# SW-48 Service/Shop manual



## meanjean

Hey all! Very new to this site. Picked up my machine today! Pretty excited to see the snow fly!!!! Oh boy. I am looking for a service manual for a Bombardier SW-48. My machine is of early eighties ('84). Ford straight 6, F-40 transmission. I would be glad to pay for copying + postage. Thanks!


----------



## Snowtrac Nome

as i and others found out the hard way rule #1 we need pictures, by the congrat's on your new purchace it's addicting.


----------



## meanjean

Hmmmm. I will see what I can do! How about tomorrow? _*LOL!*_


----------



## aulen2002

No manuals until we see photos 

I've got some older operators manuals (not the ford engine) for J5/SW  if you don't find the right one.


----------



## Snowtrac Nome

i tried to warn him i got my scolding after the first post to however i think it was Big Al that told me he would rather look at pics than read i wonder what other publications he reads


----------



## meanjean

Well, no more big scoldings!!!! Here's a picture of my machine that, oh yes, my daughter helped me to load.....


----------



## snow dog

your daughter drove it onto the trailer ? I am impressed.
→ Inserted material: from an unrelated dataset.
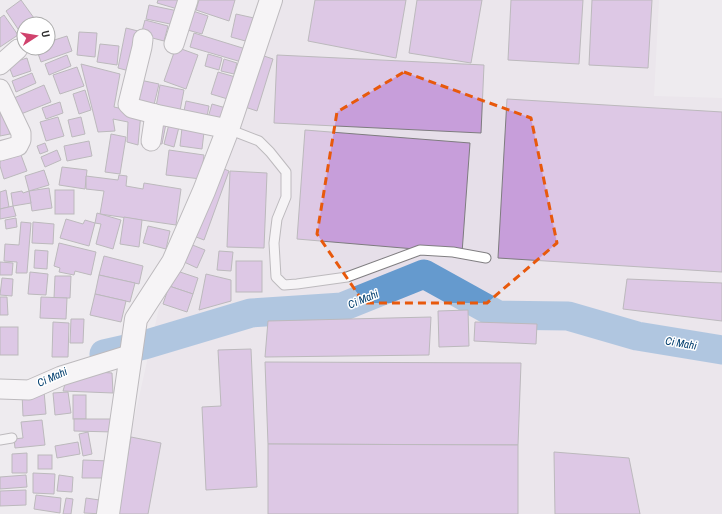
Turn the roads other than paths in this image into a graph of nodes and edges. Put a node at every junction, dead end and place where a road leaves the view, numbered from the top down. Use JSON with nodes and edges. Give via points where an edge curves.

Very nice cat


----------



## Snowtrac Nome

nice looking little snowplow looks to be in pretty good condition you should get lots of hours of fun out of it. i understand you must like to break child labor laws when my oldest daughter was 5 i had her drive a bucket loader to help me set a lincon welder on a trailer than told her to park it it's great when kids get to do that kind of stuff. does your rig have hydrostatic drive or does it have a transmission i remember one we had in anchoage had a perkins diesel with hydrostatic drive.


----------



## meanjean

Unfortunately, it is mechanical not hydrostatic. I would have preferred a hydro, but can't always get what you want. In any event, what I am looking for is a service or shop manual. Does anyone know what I should use to replace the fluid in the front drive system? THAT IS THE QUESTION!!!!!!! Any input would greatly be appreciated. Thanks!


----------



## meanjean

BUT! I must ad, that I would have jumped at a chance to buy a diesel! But oh well, the Ford 6 cyl. runs great, but a little rich, presently. Needs mostly cosmetics, but it is a nice machine! Thanks for the compliments guys. Really need feedback on fluids for the front drive though AND a manual, if possible. Later y'all.


----------



## snow dog

PM Benz9 he is rebuilding one just like yours. Check out his thread under snowcat restoration


----------



## Snowtrac Nome

meanjean said:


> BUT! I must ad, that I would have jumped at a chance to buy a diesel! But oh well, the Ford 6 cyl. runs great, but a little rich, presently. Needs mostly cosmetics, but it is a nice machine! Thanks for the compliments guys. Really need feedback on fluids for the front drive though AND a manual, if possible. Later y'all.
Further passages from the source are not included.